**TASK BRIEF**
Spot each line in the records below where the word "graph" occurs, then copy it.

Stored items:
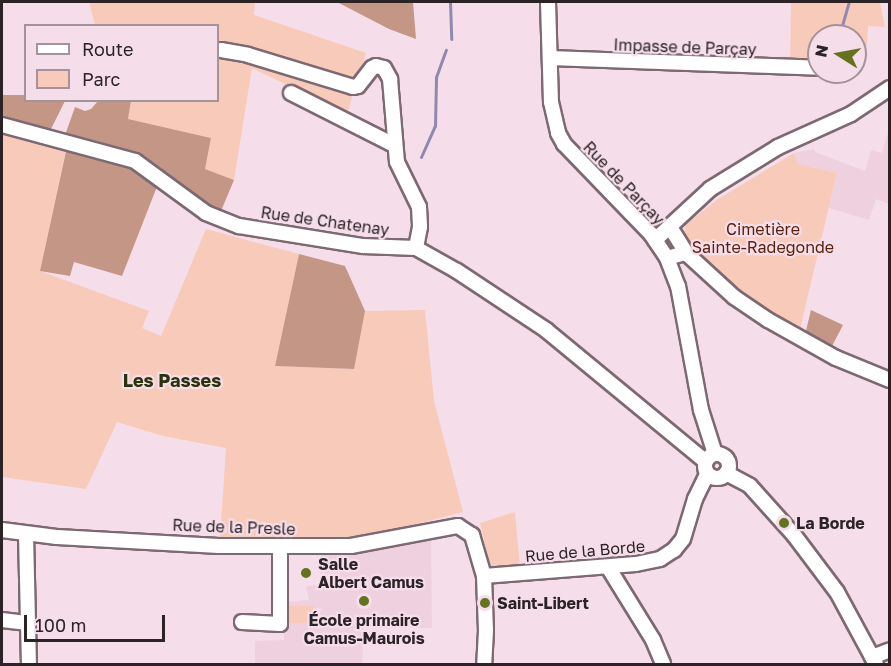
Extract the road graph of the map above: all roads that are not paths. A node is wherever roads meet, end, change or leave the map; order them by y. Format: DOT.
graph roads {
  1 [pos="548,2"];
  2 [pos="221,50"];
  3 [pos="550,58"];
  4 [pos="807,68"];
  5 [pos="890,88"];
  6 [pos="291,93"];
  7 [pos="2,126"];
  8 [pos="394,145"];
  9 [pos="670,227"];
  10 [pos="655,240"];
  11 [pos="416,248"];
  12 [pos="686,253"];
  13 [pos="667,258"];
  14 [pos="890,381"];
  15 [pos="709,463"];
  16 [pos="726,473"];
  17 [pos="2,530"];
  18 [pos="26,534"];
  19 [pos="279,546"];
  20 [pos="608,567"];
  21 [pos="484,576"];
  22 [pos="2,620"];
  23 [pos="242,622"];
  24 [pos="28,623"];
  25 [pos="890,650"];
  26 [pos="874,661"];
  27 [pos="29,664"];
  28 [pos="484,664"];
  29 [pos="663,664"];
  1 -- 3 [label="street, Rue de Parçay"];
  2 -- 8 [label="street"];
  3 -- 4 [label="street, Impasse de Parçay"];
  3 -- 10 [label="street, Rue de Parçay"];
  5 -- 9 [label="street"];
  6 -- 8 [label="street"];
  7 -- 11 [label="street, Rue de Chatenay"];
  8 -- 11 [label="street"];
  9 -- 10 [label="street"];
  9 -- 12 [label="street"];
  10 -- 13 [label="street, Rue de Parçay"];
  11 -- 15 [label="street, Rue de Chatenay"];
  12 -- 13 [label="street"];
  12 -- 14 [label="street"];
  13 -- 15 [label="street, Rue de Parçay"];
  15 -- 16 [label="street"];
  15 -- 16 [label="street"];
  15 -- 20 [label="street, Rue de la Borde"];
  16 -- 26 [label="street"];
  17 -- 18 [label="street, Rue de la Presle"];
  18 -- 19 [label="street, Rue de la Presle"];
  18 -- 24 [label="street"];
  19 -- 21 [label="street, Rue de la Presle"];
  19 -- 23 [label="street"];
  20 -- 21 [label="street, Rue de la Borde"];
  20 -- 29 [label="street"];
  21 -- 28 [label="street"];
  22 -- 24 [label="street"];
  24 -- 27 [label="street"];
  25 -- 26 [label="street"];
}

**TASK SOLUTION**
Extract the road graph of the map above: all roads that are not paths. A node is wherever roads meet, end, change or leave the map; order them by y. Format: DOT.
graph roads {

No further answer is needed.